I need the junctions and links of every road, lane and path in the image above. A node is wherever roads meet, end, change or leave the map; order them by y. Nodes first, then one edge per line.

...

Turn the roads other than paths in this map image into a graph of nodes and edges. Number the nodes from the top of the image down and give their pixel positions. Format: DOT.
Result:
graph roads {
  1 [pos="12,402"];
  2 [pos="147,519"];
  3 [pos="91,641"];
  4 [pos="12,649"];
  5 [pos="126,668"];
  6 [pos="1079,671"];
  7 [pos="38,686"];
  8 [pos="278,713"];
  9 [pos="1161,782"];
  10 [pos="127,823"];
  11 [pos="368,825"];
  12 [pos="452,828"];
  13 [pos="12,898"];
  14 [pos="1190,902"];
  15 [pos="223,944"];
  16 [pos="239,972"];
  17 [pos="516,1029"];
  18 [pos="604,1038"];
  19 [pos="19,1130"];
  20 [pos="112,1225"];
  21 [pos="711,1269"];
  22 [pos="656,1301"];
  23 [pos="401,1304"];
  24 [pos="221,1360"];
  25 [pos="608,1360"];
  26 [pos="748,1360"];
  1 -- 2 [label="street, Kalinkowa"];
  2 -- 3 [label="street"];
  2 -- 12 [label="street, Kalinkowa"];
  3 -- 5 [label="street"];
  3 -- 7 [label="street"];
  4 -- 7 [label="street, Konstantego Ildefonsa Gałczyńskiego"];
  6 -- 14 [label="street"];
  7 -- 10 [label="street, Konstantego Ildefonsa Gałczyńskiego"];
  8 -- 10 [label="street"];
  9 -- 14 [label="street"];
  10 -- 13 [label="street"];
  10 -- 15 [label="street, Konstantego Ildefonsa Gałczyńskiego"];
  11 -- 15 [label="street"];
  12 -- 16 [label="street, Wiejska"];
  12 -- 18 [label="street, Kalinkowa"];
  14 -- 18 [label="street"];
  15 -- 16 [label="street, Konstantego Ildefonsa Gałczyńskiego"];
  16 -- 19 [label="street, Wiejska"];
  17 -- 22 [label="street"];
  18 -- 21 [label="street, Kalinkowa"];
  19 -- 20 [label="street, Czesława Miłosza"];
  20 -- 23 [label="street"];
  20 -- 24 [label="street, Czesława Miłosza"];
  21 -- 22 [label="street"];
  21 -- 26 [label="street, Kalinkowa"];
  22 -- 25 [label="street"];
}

*AIM OF THE EXERCISE*. A single number is the answer: how many lines of the material above hold the word "image"?

*OUTPUT FOR THIS EXERCISE*. 2